A resistant strain of the "flesh-eating" MRSA bacteria is moving amongst gay men in San Francisco and Boston, giving health specialists sleepless nights.
An online study by journal Annals of Internal Medicine gives that the bacteria seemed to be spread most easily through anal intercourse. At the same time, casual skin-to-skin contact and touching contaminated surfaces are also reported as other sources whereby the bacteria can be picked up.
Unless microbiology laboratories are able to identify the strain and doctors prescribe the proper antibiotic therapy, it could be foreseen that the infection may spread among other groups and become a wider threat, warn the authors.
The researchers also observed that that the new strain seems to have "spread rapidly" in gay populations in San Francisco and Boston. It "has the potential for rapid, nationwide dissemination" among gay men, they add.
The study stemmed from an examination of medical records sourced from outpatient clinics in San Francisco and Boston and nine medical centers in San Francisco.
Incidentally, the Castro district in San Francisco has the highest number of gay residents in the country. One in 588 residents shows an infection by infected the new multidrug-resistant MRSA strain. This is against 1 in 3,800 people in San Francisco, says the statistical analyses based on ZIP codes.
A different part of the study found that gay men in San Francisco were about 13 times more likely to be infected than other people in the city.
As remedial measures, the researchers advise scrubbing with soap and water; probably the most effective way to stop skin-to-skin transmission, particularly after sexual activities.
MRSA stands for methicillin-resistant Staphylococcus aureus. It was once spread chiefly in hospitals. But of late, a number of healthy people have acquired it outside hospitals.
The CDC states that nearly 19,000 people died in the United States from MRSA infections in 2005.
The symptoms of the infection include abscesses and skin ulcers. The bacteria can invade through the skin to produce something termed as necrotizing fasciitis, hence the term flesh-eating bacteria.
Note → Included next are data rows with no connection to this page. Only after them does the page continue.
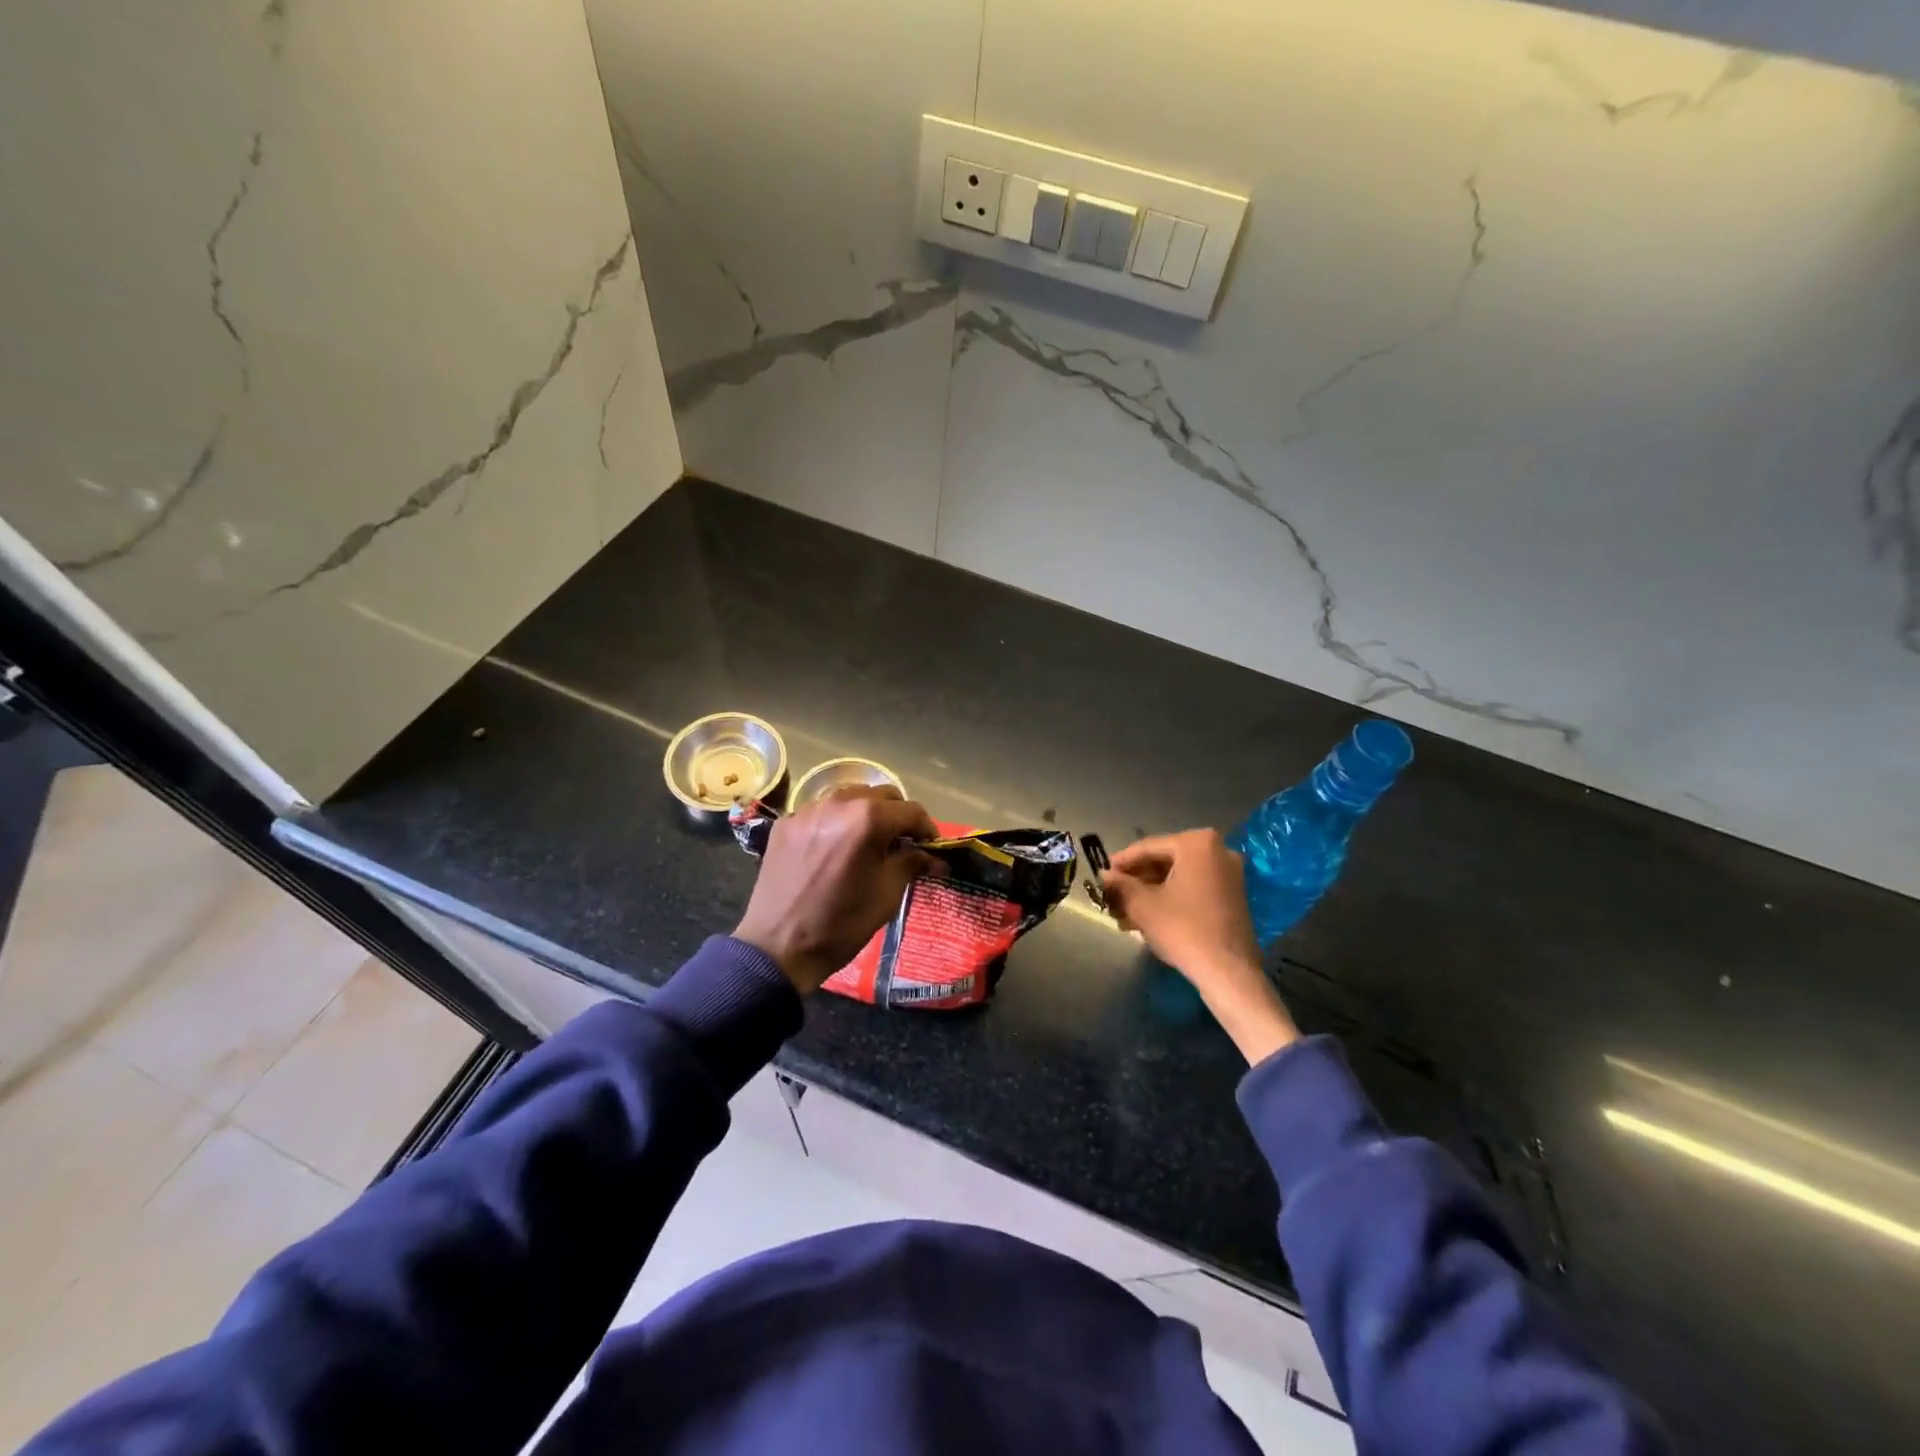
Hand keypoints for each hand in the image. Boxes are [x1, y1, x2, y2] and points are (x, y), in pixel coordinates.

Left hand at [735, 786, 941, 994]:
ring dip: (866, 814)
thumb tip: (935, 857)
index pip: (910, 811)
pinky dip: (836, 823)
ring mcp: (807, 810)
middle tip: (902, 844)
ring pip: (849, 797)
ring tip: (868, 843)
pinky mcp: (785, 823)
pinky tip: (835, 849)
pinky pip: (821, 812)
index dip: (927, 829)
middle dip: (897, 817)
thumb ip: (912, 863)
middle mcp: (838, 803)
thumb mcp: (887, 895)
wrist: (777, 948)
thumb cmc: (841, 924)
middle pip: (881, 795)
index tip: (932, 848)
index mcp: (867, 819)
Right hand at [1102, 829, 1298, 1064]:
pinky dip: (1170, 897)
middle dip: (1137, 879)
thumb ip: (1120, 884)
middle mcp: (1218, 850)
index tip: (1102, 873)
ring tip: (1124, 910)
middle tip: (1113, 893)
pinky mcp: (1232, 895)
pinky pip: (1193, 887)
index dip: (1122, 862)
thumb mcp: (1143, 905)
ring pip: (1178, 876)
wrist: (1228, 971)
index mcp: (1197, 844)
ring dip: (1150, 891)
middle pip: (1165, 860)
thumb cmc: (1183, 929)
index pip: (1149, 847)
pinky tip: (1147, 915)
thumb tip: (1104, 875)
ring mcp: (1229, 873)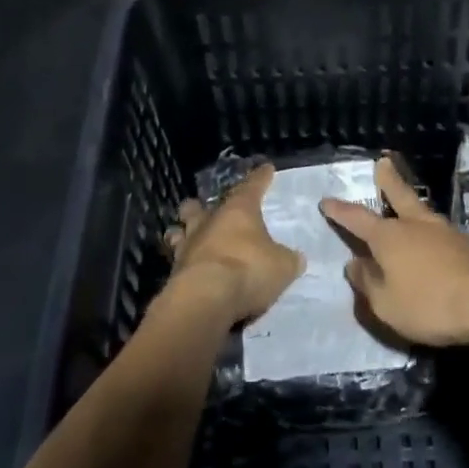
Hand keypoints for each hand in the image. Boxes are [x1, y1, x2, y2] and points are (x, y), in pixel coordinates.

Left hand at [164, 165, 303, 323]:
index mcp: (238, 210)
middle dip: (202, 206)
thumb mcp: (282, 266)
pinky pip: (177, 259)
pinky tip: (189, 268)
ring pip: (179, 230)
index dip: (260, 177)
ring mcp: (187, 245)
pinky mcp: (174, 270)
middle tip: (210, 211)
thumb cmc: (248, 270)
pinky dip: (183, 262)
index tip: (266, 168)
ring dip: (184, 232)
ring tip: (190, 237)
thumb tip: (294, 258)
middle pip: (199, 205)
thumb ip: (287, 259)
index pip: (252, 186)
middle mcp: (209, 221)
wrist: (206, 299)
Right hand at [319, 155, 468, 346]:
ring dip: (410, 204)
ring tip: (406, 204)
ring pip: (421, 211)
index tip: (326, 200)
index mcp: (389, 237)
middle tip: (383, 161)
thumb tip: (354, 263)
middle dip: (387, 180)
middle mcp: (415, 225)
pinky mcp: (467, 245)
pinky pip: (439, 232)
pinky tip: (432, 240)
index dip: (340, 211)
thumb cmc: (429, 304)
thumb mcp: (386, 304)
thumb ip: (368, 283)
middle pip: (398, 195)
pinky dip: (429, 231)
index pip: (357, 219)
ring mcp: (445, 231)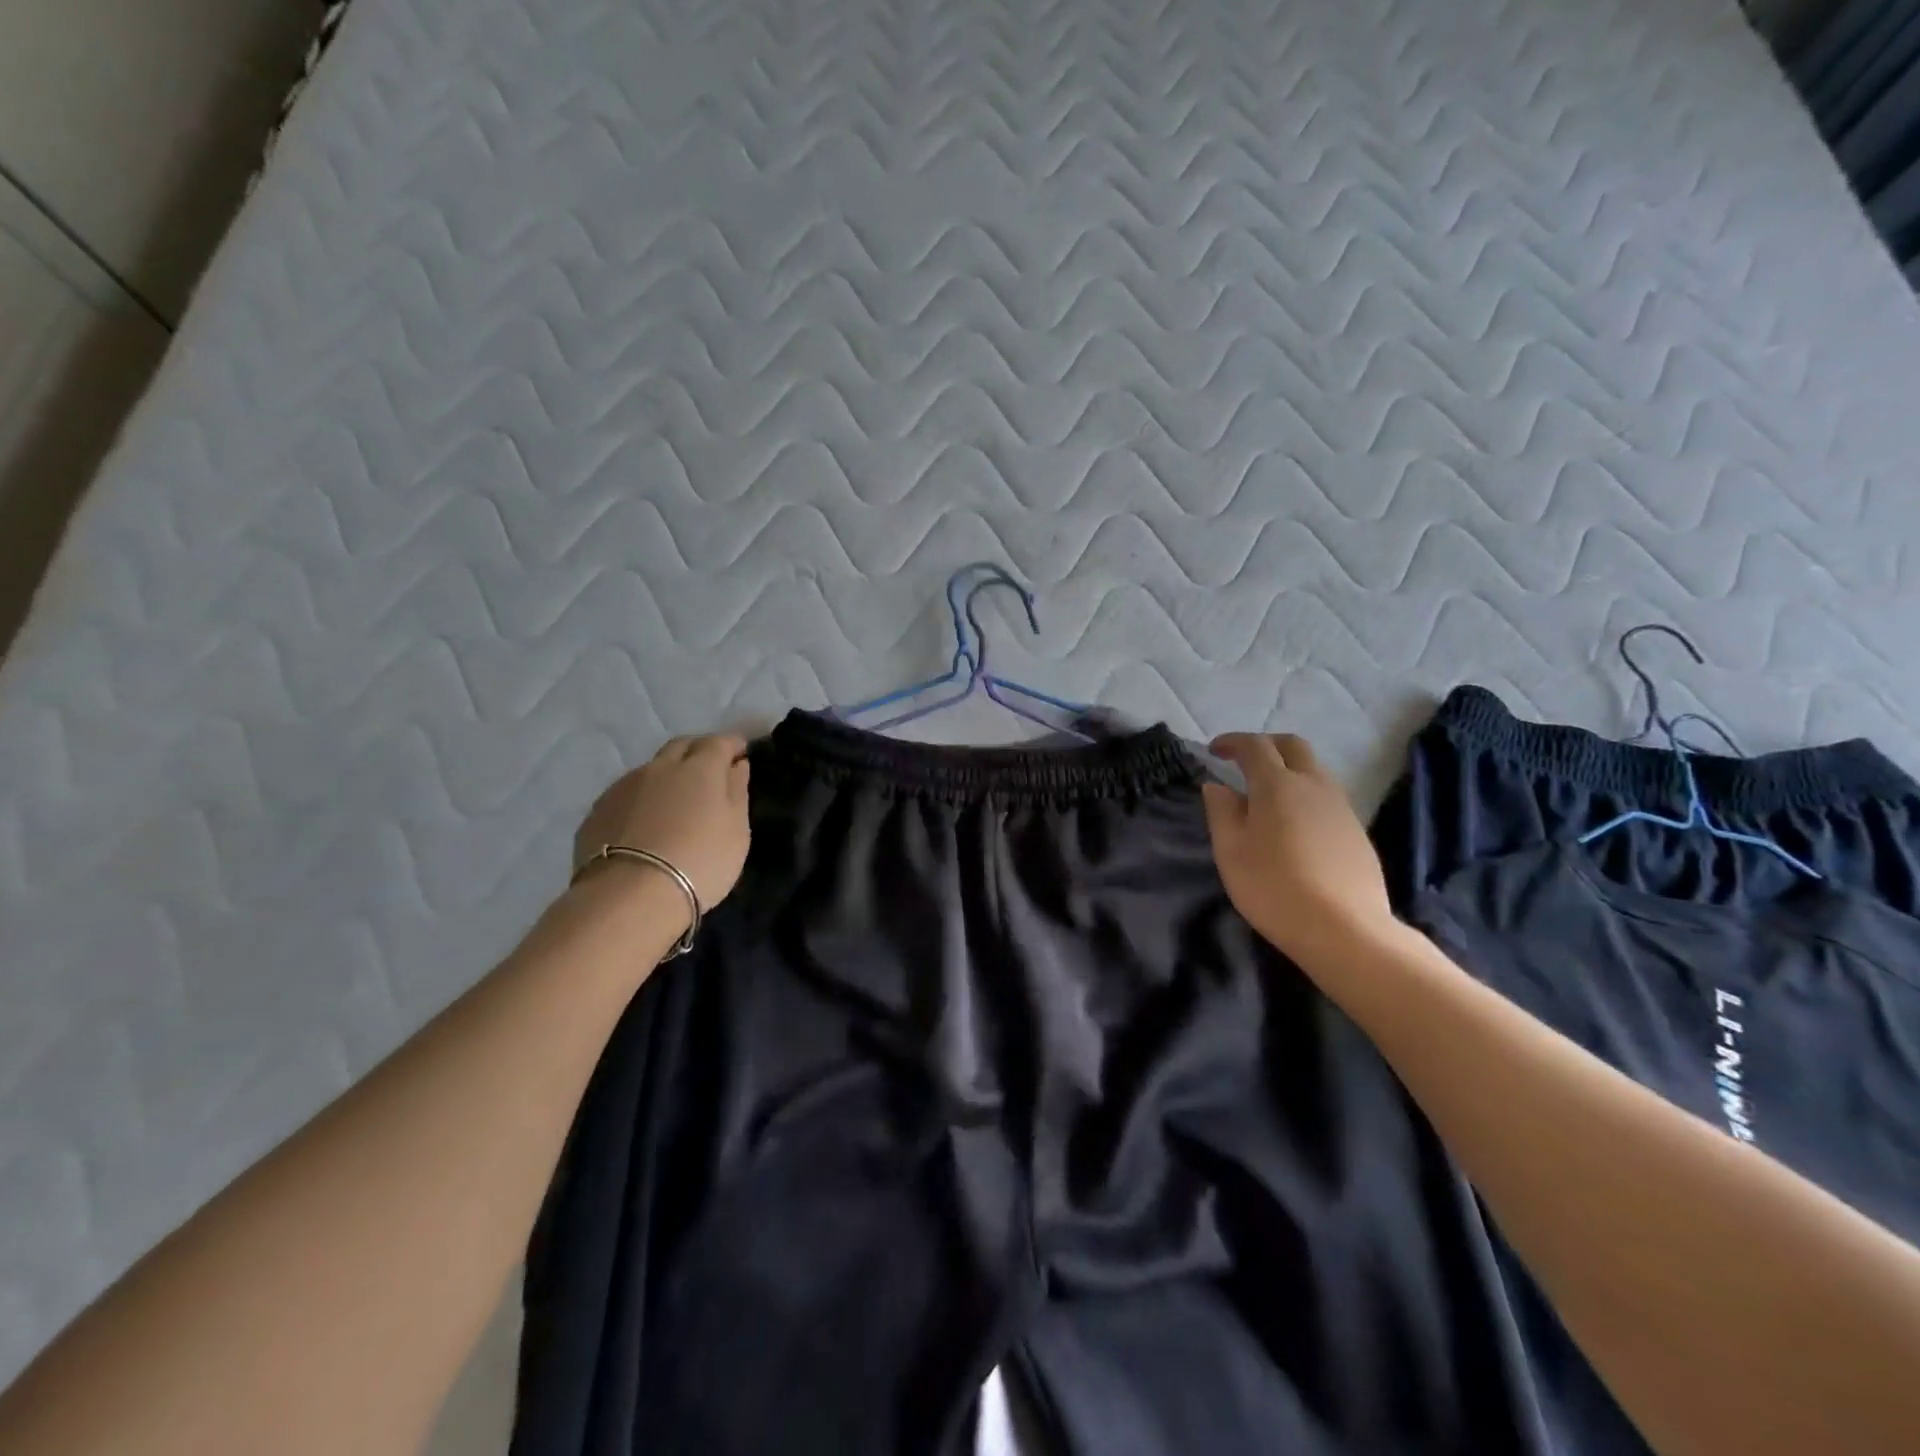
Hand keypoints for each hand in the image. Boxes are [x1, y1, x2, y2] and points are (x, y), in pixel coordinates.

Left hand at [574, 734, 751, 918]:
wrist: (630, 896)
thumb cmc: (701, 861)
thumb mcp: (737, 831)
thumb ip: (738, 792)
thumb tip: (737, 765)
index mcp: (700, 767)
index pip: (720, 742)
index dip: (733, 745)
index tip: (742, 753)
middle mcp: (661, 766)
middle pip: (682, 746)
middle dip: (699, 751)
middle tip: (710, 772)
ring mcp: (624, 785)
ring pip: (652, 769)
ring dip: (668, 776)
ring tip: (676, 802)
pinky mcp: (598, 809)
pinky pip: (628, 793)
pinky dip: (643, 798)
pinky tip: (646, 822)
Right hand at [1202, 733, 1393, 964]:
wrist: (1344, 929)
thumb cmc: (1273, 886)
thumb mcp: (1230, 851)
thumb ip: (1221, 812)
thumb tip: (1217, 786)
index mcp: (1277, 784)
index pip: (1254, 746)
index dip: (1232, 742)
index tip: (1214, 751)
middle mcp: (1313, 785)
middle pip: (1293, 746)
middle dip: (1266, 745)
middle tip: (1244, 761)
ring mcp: (1340, 807)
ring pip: (1314, 770)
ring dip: (1289, 770)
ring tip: (1267, 795)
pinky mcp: (1356, 831)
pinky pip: (1327, 797)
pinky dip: (1305, 795)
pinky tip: (1294, 825)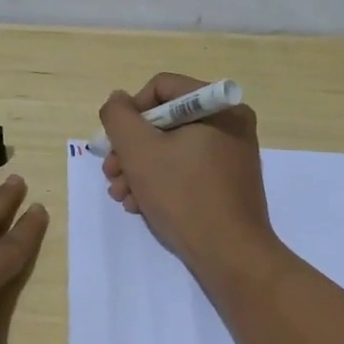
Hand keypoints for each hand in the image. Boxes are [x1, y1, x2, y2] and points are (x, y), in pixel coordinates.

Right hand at [98, 73, 279, 276]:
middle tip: (111, 173)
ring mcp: (232, 154)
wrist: (230, 255)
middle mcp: (230, 123)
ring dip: (140, 168)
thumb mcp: (139, 150)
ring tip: (121, 195)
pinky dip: (161, 182)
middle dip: (131, 148)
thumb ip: (119, 117)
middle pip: (165, 121)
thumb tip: (118, 100)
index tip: (115, 143)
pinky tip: (141, 205)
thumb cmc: (184, 195)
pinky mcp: (228, 182)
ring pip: (173, 148)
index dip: (130, 112)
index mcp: (218, 106)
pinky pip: (187, 168)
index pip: (161, 88)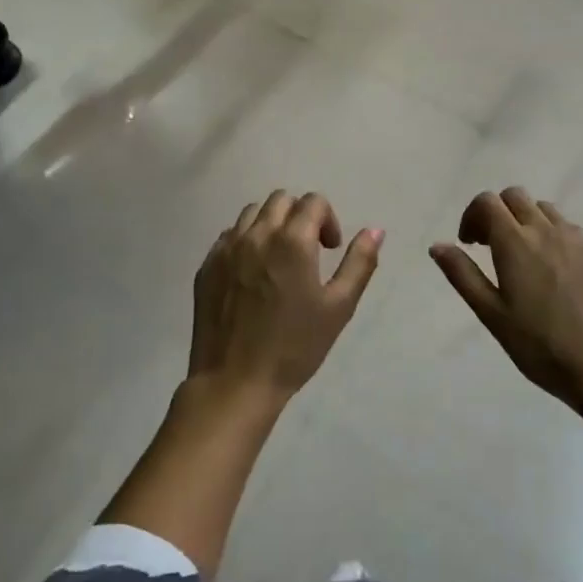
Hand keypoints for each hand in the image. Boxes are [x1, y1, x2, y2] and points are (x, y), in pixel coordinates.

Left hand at [189, 190, 383, 399]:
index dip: (328, 220)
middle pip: (281, 200)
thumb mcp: (339, 307)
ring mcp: (226, 249)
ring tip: (279, 259)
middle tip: (308, 250)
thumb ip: (359, 263)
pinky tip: (252, 275)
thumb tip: (375, 230)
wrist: (236, 382)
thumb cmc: (294, 347)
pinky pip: (228, 236)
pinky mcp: (207, 266)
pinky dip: (246, 241)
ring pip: (252, 213)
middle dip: (300, 216)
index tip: (330, 249)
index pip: (313, 202)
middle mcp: (256, 234)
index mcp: (292, 241)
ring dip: (271, 224)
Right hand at [430, 188, 582, 407]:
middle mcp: (545, 230)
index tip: (469, 244)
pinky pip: (564, 225)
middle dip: (496, 213)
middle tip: (489, 247)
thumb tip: (438, 246)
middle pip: (514, 196)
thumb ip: (463, 275)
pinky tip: (548, 268)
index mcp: (515, 242)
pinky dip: (547, 231)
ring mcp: (573, 238)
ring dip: (523, 219)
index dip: (472, 215)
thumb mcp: (492, 314)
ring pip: (541, 207)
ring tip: (519, 256)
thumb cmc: (540, 345)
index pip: (487, 202)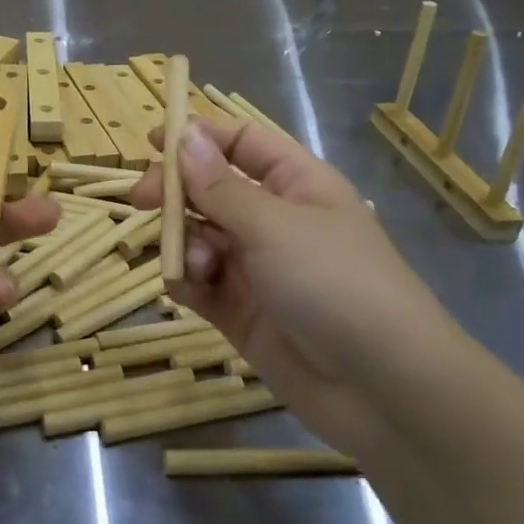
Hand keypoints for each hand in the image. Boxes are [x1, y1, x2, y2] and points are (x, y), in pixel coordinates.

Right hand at [130, 118, 474, 453]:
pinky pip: (199, 283)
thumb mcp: (275, 226)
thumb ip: (220, 187)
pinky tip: (191, 289)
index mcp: (296, 185)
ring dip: (185, 243)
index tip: (154, 140)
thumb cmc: (335, 283)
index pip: (242, 144)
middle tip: (141, 200)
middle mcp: (274, 221)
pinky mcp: (240, 312)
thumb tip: (184, 136)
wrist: (382, 388)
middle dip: (176, 192)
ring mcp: (256, 268)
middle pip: (210, 190)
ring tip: (197, 266)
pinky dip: (188, 281)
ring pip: (199, 237)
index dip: (199, 137)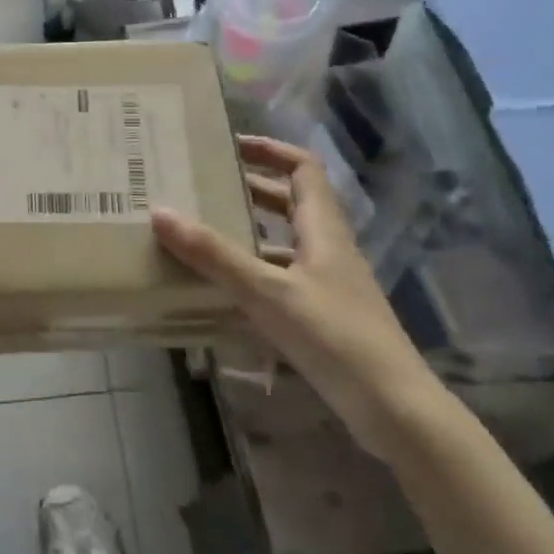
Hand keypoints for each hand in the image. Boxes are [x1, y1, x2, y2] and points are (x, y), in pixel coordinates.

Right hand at [153, 135, 446, 458]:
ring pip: (285, 242)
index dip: (269, 150)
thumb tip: (160, 212)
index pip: (302, 169)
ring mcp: (328, 284)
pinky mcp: (322, 314)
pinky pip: (281, 277)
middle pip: (290, 203)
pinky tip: (222, 289)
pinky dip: (252, 272)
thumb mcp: (267, 292)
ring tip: (202, 233)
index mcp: (323, 230)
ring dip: (248, 232)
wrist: (393, 407)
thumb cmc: (334, 337)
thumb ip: (214, 255)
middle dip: (249, 189)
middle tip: (203, 187)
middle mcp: (328, 248)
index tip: (228, 146)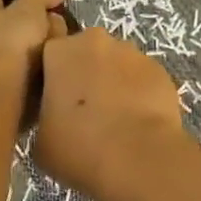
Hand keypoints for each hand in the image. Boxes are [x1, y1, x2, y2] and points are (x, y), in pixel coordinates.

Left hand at [0, 0, 66, 93]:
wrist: (11, 88)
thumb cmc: (15, 40)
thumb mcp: (29, 5)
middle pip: (21, 17)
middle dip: (39, 14)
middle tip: (56, 14)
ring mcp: (10, 57)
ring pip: (36, 39)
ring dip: (50, 38)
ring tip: (66, 40)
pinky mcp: (23, 77)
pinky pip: (44, 60)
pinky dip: (54, 58)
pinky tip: (65, 58)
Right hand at [34, 27, 184, 200]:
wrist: (140, 159)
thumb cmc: (79, 148)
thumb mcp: (40, 141)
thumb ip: (43, 118)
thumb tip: (55, 120)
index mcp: (60, 51)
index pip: (49, 56)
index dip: (51, 79)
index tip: (52, 104)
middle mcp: (95, 42)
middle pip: (85, 54)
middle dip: (84, 75)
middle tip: (83, 113)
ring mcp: (132, 53)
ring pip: (116, 65)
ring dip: (113, 84)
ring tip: (115, 121)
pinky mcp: (161, 71)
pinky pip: (142, 80)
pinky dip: (139, 95)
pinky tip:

It can also cause pneumonia and heart damage
Among gays, the study found, MRSA is spread by skin contact, causing abscesses and infection in areas like the buttocks and on the genitals.
According to author Dr. Henry F. Chambers, the new strain is resistant to many of the antibiotics used to treat the earlier strains. It has a plasmid denoted as p USA03.
"This particular clone is resistant to at least three other drugs, clindamycin, tetracycline and mupirocin," Dr. Chambers says.
"In addition, the new strain is resistant to mupirocin, which has been advocated for eradicating the strain from carriers", he adds.